Stored data entries
'''

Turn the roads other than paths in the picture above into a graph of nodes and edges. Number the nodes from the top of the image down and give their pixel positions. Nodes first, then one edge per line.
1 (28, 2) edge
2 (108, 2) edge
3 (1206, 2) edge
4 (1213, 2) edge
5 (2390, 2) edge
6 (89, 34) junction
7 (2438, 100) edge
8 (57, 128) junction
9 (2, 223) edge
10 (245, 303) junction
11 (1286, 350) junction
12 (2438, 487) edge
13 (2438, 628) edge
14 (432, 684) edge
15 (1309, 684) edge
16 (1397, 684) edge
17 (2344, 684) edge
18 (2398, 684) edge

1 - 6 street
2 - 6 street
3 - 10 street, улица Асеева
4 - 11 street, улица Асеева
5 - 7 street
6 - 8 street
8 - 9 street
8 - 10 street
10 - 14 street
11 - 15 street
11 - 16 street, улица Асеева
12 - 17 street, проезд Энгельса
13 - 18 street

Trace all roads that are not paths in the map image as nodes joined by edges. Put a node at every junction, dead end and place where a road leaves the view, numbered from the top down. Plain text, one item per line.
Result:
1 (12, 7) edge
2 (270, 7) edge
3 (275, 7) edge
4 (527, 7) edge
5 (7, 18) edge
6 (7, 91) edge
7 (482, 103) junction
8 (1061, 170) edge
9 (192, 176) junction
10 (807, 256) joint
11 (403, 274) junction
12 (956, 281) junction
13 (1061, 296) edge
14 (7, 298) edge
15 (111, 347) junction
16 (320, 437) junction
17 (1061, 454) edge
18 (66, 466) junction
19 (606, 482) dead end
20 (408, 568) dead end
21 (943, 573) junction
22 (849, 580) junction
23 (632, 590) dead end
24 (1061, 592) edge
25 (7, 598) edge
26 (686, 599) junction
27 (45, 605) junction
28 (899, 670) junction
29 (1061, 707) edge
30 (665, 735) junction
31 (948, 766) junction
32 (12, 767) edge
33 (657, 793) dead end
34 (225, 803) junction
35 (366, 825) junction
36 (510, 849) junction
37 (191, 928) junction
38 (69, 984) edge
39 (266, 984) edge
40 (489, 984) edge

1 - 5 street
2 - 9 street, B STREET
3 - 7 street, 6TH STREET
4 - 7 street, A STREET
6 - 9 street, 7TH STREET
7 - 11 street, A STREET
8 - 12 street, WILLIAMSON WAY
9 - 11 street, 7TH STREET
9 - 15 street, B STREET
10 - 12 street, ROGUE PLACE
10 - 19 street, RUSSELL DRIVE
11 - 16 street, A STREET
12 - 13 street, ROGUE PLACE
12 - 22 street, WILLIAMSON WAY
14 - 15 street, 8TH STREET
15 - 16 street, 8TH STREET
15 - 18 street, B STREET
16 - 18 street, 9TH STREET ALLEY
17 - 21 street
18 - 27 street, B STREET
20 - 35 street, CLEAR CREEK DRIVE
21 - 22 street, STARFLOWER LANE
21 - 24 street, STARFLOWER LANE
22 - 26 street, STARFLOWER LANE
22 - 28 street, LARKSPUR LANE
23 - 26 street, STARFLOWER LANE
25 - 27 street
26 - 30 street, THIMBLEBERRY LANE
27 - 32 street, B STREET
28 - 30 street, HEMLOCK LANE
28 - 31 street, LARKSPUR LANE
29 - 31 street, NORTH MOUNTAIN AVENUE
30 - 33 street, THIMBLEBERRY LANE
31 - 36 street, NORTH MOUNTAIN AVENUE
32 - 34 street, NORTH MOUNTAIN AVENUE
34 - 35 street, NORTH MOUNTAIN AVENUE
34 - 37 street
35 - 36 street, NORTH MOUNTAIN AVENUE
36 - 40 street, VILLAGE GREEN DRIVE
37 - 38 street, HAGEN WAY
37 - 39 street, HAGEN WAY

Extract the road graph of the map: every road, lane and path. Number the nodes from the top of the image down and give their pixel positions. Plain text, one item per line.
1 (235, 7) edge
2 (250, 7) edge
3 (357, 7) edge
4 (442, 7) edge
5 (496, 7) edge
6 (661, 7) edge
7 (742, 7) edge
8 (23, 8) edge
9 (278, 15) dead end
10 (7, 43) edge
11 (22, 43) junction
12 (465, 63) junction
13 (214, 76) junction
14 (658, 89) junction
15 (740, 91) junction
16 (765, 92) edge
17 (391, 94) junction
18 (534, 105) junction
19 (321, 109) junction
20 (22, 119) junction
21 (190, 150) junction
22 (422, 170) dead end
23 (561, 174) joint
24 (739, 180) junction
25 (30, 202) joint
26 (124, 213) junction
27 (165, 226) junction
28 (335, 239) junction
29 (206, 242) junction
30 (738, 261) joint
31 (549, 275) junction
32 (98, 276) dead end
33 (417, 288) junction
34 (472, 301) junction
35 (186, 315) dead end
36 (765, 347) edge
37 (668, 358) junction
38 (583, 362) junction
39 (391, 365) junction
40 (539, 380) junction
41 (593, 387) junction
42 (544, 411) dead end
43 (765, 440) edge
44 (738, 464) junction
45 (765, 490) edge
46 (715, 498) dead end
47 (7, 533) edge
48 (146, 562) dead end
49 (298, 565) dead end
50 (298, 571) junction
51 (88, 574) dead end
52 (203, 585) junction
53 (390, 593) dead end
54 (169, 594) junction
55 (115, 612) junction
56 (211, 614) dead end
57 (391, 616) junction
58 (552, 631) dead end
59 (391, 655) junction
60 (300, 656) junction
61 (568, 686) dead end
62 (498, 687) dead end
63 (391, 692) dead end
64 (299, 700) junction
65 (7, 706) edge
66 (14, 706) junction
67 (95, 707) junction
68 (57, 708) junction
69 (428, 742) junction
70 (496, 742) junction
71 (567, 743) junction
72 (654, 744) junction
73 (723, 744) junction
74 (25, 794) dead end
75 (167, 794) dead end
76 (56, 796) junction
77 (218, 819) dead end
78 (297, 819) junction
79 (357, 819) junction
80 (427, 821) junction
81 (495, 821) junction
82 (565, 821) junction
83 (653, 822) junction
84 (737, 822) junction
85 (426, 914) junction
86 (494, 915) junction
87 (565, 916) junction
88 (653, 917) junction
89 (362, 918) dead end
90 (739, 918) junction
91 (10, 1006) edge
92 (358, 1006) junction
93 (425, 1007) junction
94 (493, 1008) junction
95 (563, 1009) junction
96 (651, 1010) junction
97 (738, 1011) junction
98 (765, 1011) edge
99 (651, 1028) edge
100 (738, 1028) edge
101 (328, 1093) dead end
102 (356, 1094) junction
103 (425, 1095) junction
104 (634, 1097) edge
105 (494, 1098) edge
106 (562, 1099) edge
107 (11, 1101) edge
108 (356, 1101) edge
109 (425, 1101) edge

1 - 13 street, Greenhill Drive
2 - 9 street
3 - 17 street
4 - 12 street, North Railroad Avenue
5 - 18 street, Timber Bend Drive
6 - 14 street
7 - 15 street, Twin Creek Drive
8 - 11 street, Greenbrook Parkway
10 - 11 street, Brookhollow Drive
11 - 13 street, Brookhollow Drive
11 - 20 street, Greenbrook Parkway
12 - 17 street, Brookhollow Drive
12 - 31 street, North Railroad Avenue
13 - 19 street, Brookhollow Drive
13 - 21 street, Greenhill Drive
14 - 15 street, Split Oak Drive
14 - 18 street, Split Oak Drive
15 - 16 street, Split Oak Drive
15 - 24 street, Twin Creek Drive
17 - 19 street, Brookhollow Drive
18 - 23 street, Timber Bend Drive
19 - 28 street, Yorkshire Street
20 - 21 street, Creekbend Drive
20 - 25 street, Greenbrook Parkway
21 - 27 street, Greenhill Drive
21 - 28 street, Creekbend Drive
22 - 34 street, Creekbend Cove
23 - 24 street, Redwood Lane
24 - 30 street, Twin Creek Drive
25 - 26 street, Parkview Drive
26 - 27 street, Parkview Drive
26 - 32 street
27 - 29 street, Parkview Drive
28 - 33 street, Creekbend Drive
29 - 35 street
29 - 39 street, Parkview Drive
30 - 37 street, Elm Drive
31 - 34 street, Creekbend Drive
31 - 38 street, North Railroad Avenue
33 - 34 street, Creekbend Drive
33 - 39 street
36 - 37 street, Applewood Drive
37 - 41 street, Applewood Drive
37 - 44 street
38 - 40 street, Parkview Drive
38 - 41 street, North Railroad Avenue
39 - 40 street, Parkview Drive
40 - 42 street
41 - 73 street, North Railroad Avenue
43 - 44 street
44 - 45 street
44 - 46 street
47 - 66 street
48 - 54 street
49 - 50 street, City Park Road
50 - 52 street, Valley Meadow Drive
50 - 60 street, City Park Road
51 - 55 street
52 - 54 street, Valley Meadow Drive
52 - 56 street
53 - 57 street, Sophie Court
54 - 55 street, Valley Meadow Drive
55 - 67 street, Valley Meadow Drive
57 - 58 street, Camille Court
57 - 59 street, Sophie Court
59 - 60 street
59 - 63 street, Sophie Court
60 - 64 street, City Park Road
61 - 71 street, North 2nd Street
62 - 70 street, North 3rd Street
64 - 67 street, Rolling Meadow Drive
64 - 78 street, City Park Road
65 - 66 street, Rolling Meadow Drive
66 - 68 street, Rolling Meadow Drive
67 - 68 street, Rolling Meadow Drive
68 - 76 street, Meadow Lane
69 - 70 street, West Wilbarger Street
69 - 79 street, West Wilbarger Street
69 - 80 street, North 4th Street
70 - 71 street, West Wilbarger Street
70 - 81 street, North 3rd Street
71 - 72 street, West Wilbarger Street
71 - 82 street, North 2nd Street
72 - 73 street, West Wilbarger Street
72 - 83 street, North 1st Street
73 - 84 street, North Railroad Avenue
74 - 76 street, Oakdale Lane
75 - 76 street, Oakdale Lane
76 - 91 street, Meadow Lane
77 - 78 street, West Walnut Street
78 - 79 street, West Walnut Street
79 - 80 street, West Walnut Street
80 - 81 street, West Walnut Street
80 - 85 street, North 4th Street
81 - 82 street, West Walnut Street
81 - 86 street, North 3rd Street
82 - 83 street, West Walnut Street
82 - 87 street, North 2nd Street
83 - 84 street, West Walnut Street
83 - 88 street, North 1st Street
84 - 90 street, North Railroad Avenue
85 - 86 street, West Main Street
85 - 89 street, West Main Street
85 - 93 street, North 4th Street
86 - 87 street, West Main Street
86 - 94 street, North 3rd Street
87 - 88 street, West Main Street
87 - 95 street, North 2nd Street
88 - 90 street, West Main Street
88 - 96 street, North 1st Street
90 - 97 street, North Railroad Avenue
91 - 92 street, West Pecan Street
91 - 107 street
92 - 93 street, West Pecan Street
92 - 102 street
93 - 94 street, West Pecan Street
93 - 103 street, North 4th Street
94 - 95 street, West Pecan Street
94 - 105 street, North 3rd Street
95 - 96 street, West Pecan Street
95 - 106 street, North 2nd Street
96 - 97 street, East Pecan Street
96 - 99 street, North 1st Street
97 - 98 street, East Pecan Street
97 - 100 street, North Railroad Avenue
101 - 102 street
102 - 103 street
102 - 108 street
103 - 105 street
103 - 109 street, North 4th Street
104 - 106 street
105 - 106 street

'''

* BRIEF: How many lines in the records above hold the string "nodes"? Only the number is wanted.

* ANSWER: 3